Engineering and physics degrees and such.
In its former incarnation the group had people who were clearly
well-qualified speaker designers, people like Kantor, Dunlavy etc.
Nice links
I was there, those were far better days for RAO. Trolls like Middius and
Weil intentionally ran these people off. Notice Weil's comment about
"submissives"? Very revealing! I'm not surprised about the content, I'm
surprised he actually said it.
They can make a deign from scratch and it works perfectly the first
time,
every time.
Nope. There's still a lot of tweaking by instrument and ear of
initial loudspeaker designs, and perfection in speakers is still
elusive.
Well, you know what I mean - it's damn good and only needs refinement.
Definitely a league unto themselves. Trotsky thinking he's in the same
class is actually amusing.
Yeah, compare and contrast Greg Singh to Ken Kantor.
LOL!
2:Testing and trail and error based upon rough estimates. That's
the rest of us.
Speak for yourself!
Build acoustic chambers, test designs, tweak with the
cabinets, and so on.
That still happens, regardless of the skill that goes into the
initial design.
Sure. My point is that even the pros do it and double-check their
work with real tools. Real infrastructure.

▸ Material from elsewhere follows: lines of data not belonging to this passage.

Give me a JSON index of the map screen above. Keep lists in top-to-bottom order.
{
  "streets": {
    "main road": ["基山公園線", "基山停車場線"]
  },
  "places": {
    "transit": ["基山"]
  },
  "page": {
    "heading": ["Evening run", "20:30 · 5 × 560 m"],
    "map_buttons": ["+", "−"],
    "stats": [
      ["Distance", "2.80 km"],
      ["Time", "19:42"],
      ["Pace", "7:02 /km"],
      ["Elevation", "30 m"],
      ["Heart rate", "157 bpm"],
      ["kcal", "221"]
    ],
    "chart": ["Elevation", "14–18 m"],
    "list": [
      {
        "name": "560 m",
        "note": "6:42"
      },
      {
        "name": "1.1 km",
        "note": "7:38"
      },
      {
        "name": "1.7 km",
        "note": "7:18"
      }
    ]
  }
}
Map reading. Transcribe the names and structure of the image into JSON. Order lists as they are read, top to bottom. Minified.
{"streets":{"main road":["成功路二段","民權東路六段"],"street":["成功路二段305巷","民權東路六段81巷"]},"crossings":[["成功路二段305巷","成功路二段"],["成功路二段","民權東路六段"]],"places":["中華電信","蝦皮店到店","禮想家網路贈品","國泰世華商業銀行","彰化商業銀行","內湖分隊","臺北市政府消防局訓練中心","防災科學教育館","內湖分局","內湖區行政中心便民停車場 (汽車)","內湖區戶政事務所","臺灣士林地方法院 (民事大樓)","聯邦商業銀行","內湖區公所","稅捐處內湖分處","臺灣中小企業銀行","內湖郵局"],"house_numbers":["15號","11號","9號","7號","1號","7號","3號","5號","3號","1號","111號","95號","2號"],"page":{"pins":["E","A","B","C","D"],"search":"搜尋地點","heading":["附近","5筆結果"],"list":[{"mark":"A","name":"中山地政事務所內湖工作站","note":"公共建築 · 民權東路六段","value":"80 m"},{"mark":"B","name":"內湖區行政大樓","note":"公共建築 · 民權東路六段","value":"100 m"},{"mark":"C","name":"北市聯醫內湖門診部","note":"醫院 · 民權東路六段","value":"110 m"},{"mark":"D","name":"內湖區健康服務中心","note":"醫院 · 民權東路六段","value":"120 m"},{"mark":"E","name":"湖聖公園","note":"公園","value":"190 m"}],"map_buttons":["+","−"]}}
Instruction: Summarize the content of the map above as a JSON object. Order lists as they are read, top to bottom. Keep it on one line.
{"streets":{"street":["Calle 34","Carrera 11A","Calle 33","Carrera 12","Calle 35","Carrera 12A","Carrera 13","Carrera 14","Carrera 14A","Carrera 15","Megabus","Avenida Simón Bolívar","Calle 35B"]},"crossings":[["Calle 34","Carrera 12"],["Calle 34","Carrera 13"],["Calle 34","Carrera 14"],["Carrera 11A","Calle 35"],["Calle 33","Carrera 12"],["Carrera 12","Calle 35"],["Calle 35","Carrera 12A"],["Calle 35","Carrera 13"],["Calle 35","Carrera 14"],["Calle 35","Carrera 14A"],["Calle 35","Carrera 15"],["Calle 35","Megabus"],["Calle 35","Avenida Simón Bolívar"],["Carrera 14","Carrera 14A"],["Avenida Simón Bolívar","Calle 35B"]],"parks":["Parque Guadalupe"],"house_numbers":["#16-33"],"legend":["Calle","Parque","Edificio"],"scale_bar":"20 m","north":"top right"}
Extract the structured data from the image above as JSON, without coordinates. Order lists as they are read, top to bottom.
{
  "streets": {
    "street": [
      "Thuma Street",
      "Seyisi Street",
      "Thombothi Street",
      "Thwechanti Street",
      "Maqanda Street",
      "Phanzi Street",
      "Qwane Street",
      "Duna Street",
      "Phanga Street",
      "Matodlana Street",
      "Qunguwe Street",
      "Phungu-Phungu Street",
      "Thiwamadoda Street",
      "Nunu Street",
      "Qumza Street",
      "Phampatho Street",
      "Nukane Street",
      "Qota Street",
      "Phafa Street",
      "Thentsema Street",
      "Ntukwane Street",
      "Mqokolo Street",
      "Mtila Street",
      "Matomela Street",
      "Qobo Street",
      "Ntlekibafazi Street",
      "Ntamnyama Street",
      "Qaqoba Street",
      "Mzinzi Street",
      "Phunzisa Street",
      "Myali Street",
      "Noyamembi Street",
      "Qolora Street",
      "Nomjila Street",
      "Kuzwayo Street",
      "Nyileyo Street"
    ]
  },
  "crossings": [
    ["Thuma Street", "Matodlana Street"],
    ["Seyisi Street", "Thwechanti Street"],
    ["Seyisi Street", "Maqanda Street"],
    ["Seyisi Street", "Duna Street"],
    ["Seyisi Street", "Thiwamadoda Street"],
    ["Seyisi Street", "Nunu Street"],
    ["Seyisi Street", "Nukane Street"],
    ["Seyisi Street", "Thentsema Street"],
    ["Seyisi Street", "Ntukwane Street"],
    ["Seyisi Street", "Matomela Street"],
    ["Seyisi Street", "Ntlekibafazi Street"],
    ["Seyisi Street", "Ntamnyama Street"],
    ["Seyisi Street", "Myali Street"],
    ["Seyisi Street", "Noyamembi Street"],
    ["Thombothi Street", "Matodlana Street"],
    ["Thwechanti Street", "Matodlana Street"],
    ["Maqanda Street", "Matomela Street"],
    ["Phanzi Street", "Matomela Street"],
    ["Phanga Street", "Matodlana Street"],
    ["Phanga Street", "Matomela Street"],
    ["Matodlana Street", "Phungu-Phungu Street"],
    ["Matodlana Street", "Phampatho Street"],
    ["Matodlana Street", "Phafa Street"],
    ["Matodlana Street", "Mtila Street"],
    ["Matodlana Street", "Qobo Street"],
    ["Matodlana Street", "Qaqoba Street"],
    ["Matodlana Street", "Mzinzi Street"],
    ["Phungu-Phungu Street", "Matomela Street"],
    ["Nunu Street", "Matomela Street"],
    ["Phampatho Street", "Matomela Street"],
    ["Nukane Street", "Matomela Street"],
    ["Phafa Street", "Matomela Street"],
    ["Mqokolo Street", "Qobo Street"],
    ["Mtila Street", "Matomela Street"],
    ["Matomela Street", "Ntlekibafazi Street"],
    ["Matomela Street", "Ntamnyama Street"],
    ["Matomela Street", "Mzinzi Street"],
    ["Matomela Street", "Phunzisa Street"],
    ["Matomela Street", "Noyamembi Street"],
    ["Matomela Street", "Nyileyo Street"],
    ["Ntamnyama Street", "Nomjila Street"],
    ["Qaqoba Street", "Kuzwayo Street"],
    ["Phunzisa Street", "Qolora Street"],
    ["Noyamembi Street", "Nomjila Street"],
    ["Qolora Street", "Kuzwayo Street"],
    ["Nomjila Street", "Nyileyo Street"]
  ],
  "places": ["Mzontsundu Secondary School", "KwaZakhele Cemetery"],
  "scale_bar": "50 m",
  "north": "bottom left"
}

Agreed. They do more than check, it's still an iterative process.
Greg's approach is a joke. Has he even DONE any analysis of a
finished product?
Well he says he listened to it in at least one room with at least one
recording and I believe that.
Here - check out this link:
http://www.tomshardware.com/howto/20031006/index.html
Check out a car plant - we have a few of them around here!
*300* steps to make a OEM quality case.
Since sheet metal/plastic products are a big business where I live, there is
nothing in that article that surprises me in the least. Not one tool I
haven't touched, not one machine I haven't seen, heard, touched, and
smelled, not one operation I haven't done myself from grinding dies to
putting product in cardboard boxes.
People don't even realize
how much time and effort goes into things like speakers and computer
cases. Sure, you get the soft-tooled POS junk that's done in 20
steps at the other end, but most of the industry works like this.
There's a lot more than 300 steps in a car door, not counting the work in
the individual components like the switches and motors.
A whole other realm than Trotsky works at.
Right.
But thanks for trying to straighten sockpuppet Yustabe out. Mission
Impossible.
I wonder what Greg's customer referral rate will be? Lol.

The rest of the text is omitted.